1. Gesetzliche Regelung
Die Terminsgebühr entsteht im erstinstanzlichen Verfahren grundsätzlich zu einem Gebührensatz von 1,2 (Nr. 3104 VV RVG). Unter den Voraussetzungen der Nr. 3105 VV RVG ermäßigt sich diese Gebühr auf 0,5.

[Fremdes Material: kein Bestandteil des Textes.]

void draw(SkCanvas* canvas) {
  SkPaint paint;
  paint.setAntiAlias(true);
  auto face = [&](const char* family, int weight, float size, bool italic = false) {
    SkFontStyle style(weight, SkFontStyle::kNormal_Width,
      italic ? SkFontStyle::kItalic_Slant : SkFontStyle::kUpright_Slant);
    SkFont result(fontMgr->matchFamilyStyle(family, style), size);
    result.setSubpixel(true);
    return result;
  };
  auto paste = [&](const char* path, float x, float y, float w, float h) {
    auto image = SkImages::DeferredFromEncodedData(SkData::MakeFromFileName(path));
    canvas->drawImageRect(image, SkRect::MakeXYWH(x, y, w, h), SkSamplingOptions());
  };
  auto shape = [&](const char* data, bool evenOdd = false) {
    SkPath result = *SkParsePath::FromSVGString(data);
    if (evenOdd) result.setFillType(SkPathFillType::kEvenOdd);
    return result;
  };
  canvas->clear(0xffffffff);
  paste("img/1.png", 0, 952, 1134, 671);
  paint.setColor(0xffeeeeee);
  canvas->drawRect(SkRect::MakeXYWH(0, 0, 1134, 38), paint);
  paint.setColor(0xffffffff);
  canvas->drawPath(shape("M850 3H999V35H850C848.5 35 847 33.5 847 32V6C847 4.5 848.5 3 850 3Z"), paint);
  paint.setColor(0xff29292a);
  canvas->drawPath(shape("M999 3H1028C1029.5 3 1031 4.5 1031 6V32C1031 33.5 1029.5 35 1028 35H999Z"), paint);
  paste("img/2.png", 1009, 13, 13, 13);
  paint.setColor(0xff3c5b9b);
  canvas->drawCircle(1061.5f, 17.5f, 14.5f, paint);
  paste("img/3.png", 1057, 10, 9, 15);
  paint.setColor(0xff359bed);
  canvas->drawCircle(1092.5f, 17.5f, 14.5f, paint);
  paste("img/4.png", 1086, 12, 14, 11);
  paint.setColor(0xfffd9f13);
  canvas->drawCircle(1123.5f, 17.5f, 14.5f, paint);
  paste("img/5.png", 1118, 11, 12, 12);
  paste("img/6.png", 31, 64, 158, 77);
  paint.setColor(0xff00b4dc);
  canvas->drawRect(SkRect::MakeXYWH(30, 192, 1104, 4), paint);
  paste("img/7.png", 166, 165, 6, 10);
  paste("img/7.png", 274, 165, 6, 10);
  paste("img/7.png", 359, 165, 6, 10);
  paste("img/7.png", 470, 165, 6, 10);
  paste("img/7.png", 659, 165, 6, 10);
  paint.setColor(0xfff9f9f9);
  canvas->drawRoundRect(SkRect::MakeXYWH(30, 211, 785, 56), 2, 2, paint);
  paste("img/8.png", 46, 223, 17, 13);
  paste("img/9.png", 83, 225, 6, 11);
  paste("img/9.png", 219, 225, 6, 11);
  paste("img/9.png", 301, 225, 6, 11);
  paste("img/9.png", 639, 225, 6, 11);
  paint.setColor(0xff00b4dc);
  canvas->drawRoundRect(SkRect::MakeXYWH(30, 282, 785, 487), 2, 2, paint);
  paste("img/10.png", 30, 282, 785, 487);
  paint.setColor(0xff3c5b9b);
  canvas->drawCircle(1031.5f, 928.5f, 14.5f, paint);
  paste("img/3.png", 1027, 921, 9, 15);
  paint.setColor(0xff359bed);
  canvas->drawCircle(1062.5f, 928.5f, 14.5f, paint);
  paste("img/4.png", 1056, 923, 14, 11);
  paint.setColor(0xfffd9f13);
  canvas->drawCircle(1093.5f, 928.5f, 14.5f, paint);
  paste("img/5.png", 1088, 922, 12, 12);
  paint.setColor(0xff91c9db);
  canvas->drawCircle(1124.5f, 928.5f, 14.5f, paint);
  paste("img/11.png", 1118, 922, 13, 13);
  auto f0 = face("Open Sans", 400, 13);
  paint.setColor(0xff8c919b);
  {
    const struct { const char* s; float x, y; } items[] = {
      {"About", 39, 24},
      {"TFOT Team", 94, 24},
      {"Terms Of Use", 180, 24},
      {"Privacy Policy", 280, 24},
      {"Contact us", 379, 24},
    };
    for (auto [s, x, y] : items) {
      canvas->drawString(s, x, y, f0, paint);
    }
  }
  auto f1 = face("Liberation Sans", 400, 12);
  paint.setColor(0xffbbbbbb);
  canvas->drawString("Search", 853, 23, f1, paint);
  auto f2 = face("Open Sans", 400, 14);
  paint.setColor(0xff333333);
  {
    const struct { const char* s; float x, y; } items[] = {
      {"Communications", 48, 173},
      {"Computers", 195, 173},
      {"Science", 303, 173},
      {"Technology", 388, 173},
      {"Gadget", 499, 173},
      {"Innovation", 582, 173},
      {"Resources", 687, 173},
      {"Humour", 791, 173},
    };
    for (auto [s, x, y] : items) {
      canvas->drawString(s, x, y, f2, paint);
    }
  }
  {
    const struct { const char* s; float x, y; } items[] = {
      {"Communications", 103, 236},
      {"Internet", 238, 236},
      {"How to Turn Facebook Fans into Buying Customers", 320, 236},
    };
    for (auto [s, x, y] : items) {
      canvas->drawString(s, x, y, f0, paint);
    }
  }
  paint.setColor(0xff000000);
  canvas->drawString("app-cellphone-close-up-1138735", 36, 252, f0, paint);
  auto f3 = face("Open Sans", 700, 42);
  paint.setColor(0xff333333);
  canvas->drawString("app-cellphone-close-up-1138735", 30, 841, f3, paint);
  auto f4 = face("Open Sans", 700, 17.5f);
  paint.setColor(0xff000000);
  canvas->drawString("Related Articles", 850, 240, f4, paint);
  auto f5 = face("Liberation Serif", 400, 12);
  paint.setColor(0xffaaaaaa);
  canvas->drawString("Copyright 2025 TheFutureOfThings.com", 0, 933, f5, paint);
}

Der Wortlaut der Nr. 3105 VV RVG ist sprachlich misslungen, weil danach bereits bei Nichterscheinen der Partei, selbst wenn sie ordnungsgemäß vertreten ist, die Ermäßigung eintreten würde. Zu lesen ist Nr. 3105 VV RVG zutreffender Weise wie folgt:
Die Ermäßigung auf 0,5 tritt ein, wenn
a) die Gegenpartei nicht erscheint und auch nicht ordnungsgemäß vertreten ist
oder
b) die Gegenpartei in einem Verfahren mit Anwaltszwang zwar selbst erscheint, allerdings ohne Anwalt und damit wegen des Postulationszwangs des § 78 Abs. 1 S. 1 ZPO nicht ordnungsgemäß vertreten ist,
und lediglich
a) ein Antrag auf Erlass eines Versäumnisurteils gestellt wird
oder
b) ein Antrag zur Prozess- und Sachleitung gestellt wird
oder
c) das Gericht von Amts wegen zur Prozess- und Sachleitung entscheidet.
Hinweis:
Die Vorschrift des § 333 ZPO (Nichtverhandeln trotz Erscheinens) ist dagegen nicht entsprechend anwendbar (Anm. Abs. 2 zu Nr. 3105 VV RVG).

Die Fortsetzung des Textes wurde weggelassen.